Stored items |
- - - - - - -
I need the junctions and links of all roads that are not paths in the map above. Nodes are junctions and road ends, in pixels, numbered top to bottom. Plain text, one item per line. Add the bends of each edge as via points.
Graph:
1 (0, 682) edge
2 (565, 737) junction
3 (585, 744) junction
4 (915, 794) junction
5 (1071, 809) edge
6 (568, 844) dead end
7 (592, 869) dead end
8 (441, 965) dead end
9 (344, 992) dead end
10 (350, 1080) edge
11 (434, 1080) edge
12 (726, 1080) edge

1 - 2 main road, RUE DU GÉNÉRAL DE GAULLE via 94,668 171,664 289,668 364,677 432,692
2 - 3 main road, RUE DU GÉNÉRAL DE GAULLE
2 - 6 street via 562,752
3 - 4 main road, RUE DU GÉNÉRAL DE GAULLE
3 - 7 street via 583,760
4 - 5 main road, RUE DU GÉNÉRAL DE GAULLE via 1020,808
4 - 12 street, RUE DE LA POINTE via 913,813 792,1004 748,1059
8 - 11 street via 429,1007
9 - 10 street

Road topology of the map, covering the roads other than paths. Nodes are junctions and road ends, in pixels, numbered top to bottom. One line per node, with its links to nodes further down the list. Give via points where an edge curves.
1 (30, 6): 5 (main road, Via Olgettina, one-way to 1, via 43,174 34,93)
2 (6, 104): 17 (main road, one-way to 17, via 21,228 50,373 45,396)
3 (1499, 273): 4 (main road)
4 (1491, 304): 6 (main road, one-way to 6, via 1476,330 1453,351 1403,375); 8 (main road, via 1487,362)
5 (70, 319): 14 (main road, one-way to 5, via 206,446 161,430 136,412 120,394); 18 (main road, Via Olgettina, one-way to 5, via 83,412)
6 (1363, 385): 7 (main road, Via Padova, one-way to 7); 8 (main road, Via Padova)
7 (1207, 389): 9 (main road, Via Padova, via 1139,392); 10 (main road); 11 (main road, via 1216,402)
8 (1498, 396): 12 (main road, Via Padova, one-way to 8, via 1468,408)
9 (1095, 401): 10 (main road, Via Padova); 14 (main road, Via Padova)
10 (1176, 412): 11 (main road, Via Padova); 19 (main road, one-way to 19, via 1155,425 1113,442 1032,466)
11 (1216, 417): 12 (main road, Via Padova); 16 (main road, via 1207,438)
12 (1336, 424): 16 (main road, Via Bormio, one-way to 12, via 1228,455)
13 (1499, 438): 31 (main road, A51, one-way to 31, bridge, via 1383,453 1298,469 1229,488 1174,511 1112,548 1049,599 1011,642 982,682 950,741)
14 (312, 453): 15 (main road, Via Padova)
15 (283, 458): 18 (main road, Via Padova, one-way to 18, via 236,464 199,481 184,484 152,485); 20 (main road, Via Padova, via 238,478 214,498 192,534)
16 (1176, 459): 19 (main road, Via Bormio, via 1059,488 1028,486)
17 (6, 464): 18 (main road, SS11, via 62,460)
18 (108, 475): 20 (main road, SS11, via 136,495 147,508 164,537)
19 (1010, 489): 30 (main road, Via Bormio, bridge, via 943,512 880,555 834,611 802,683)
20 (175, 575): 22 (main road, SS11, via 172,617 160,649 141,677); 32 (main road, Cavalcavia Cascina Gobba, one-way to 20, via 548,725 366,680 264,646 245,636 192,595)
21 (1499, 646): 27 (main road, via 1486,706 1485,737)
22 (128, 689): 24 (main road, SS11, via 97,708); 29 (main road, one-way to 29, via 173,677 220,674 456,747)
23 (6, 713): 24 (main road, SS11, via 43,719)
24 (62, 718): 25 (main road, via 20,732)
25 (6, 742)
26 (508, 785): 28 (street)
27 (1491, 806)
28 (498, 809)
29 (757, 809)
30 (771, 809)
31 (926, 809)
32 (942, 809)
- - - - - - -
AIM OF THE EXERCISE | For every line above that has "street" in it, copy the line.

SOLUTION TO THIS EXERCISE |
2 - 6 street via 562,752
3 - 7 street via 583,760
4 - 12 street, RUE DE LA POINTE via 913,813 792,1004 748,1059
8 - 11 street via 429,1007
9 - 10 street
26 (508, 785): 28 (street)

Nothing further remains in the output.